Jeffrey Horowitz, founding artistic director of Theatre for a New Audience, noted, “This is the second time we have produced Marlowe. The first was in 2007, when F. Murray Abraham played Barabas in Marlowe’s ‘The Jew of Malta’ in repertory with Shylock in Shakespeare’s ‘The Merchant of Venice.’ ‘Tamburlaine, Parts I and II’ is shocking, darkly funny and subversive. The story of a Scythian shepherd who rises to power to become king of half the world was more than a huge popular hit. Marlowe wrote about what was dangerous, unexpressed and just beneath the surface. Soon after it opened, seditious rumors circulated that artisans and workers, frustrated with the status quo, would identify with Tamburlaine and rebel against the government.”

“Tamburlaine, Parts I and II” launched Marlowe’s career and was revived again and again in and beyond his lifetime. The two parts are set in an imaginative time and space encompassing the medieval Ottoman Empire, Persia and Central Asia. Tamburlaine humbles kings and emperors, conquering vast territories while gathering ever more strength from his driving will. 
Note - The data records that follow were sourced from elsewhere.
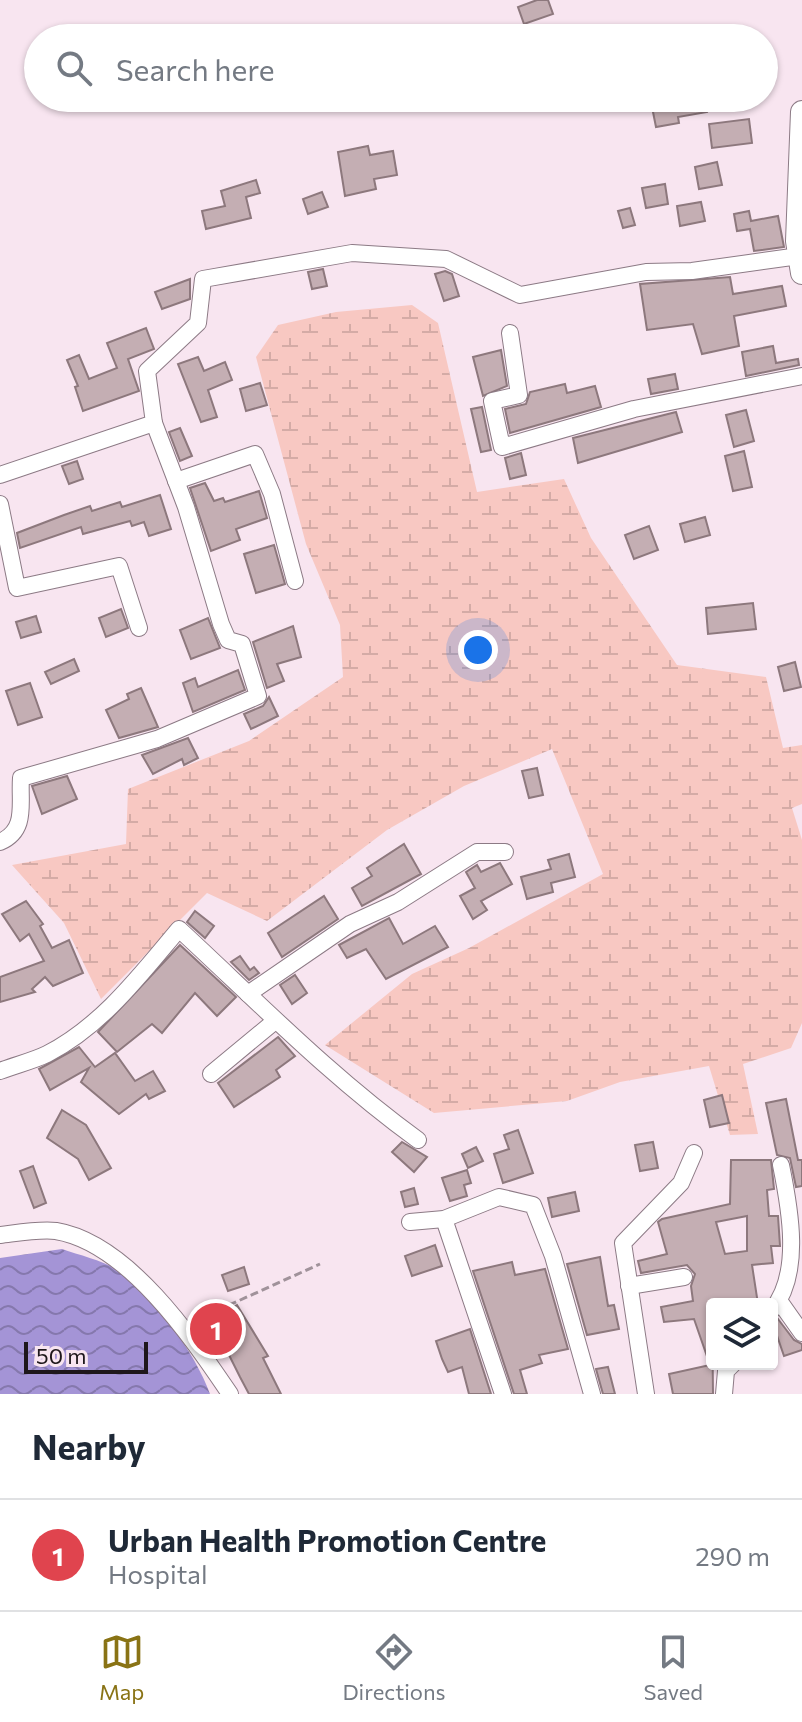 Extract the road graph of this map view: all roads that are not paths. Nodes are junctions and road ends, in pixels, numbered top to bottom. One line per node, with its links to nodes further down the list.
1 (802, 112): 2 (street)
2 (801, 265): 5 (street)
3 (510, 333): 4 (street)
4 (802, 376)
5 (154, 423): 6 (street); 7 (street)
6 (0, 475)
7 (176, 481): 9 (street); 11 (street)
8 (0, 504): 10 (street)
9 (295, 581)
10 (139, 628)
11 (0, 842)
12 (505, 852): 13 (street)
13 (248, 994): 14 (street); 15 (street)
14 (275, 1021): 16 (street); 17 (street)
15 (0, 1071)
16 (211, 1074)
17 (418, 1140)
18 (694, 1153): 25 (street)
19 (781, 1165): 20 (street)
20 (797, 1218): 26 (street)
21 (444, 1219): 22 (street); 31 (street); 32 (street)
22 (410, 1222)
23 (0, 1235): 30 (street)
24 (684, 1277): 25 (street)
25 (629, 1286): 33 (street)
26 (778, 1302)
27 (778, 1308): 28 (street)
28 (802, 1333)
29 (727, 1370): 34 (street)
30 (230, 1394)
31 (503, 1394)
32 (592, 1394)
33 (646, 1394)
34 (724, 1394)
Single tickets for the performance are now on sale. Prices range from $55 to $85 and may be purchased online at www.tfana.org, by phone at 866-811-4111, or in person at the Theatre for a New Audience Box Office, 262 Ashland Place. 
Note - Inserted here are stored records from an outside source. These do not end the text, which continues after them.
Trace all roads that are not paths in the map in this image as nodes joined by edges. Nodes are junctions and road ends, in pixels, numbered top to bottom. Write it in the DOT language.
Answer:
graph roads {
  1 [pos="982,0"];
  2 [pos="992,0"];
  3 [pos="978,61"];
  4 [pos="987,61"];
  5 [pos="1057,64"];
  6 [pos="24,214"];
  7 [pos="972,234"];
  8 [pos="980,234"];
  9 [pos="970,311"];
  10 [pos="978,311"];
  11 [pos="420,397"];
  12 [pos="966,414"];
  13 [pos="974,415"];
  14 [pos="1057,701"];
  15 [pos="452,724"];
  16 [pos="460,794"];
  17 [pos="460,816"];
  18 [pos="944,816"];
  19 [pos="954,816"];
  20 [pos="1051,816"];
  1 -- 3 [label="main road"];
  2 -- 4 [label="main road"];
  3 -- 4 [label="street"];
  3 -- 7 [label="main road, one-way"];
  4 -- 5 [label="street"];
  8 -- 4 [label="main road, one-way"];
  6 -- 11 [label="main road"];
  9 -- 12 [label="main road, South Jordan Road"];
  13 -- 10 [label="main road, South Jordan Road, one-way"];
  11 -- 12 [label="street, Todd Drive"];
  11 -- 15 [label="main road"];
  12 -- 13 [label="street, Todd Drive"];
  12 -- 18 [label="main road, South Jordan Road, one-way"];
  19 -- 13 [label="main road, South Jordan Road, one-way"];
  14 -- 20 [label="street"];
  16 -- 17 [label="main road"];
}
Performances are Tuesday through Saturday evenings at 7 p.m., with matinees on Saturdays and Sundays at 1 p.m., except for Saturdays, Nov. 1 and 8, and Sundays, Nov. 2 and 9. There are two Sunday evening performances – Nov. 2 and 9. There is also a matinee, and no evening performance, on Wednesday, Nov. 26, and no performance on Thursday, Nov. 27.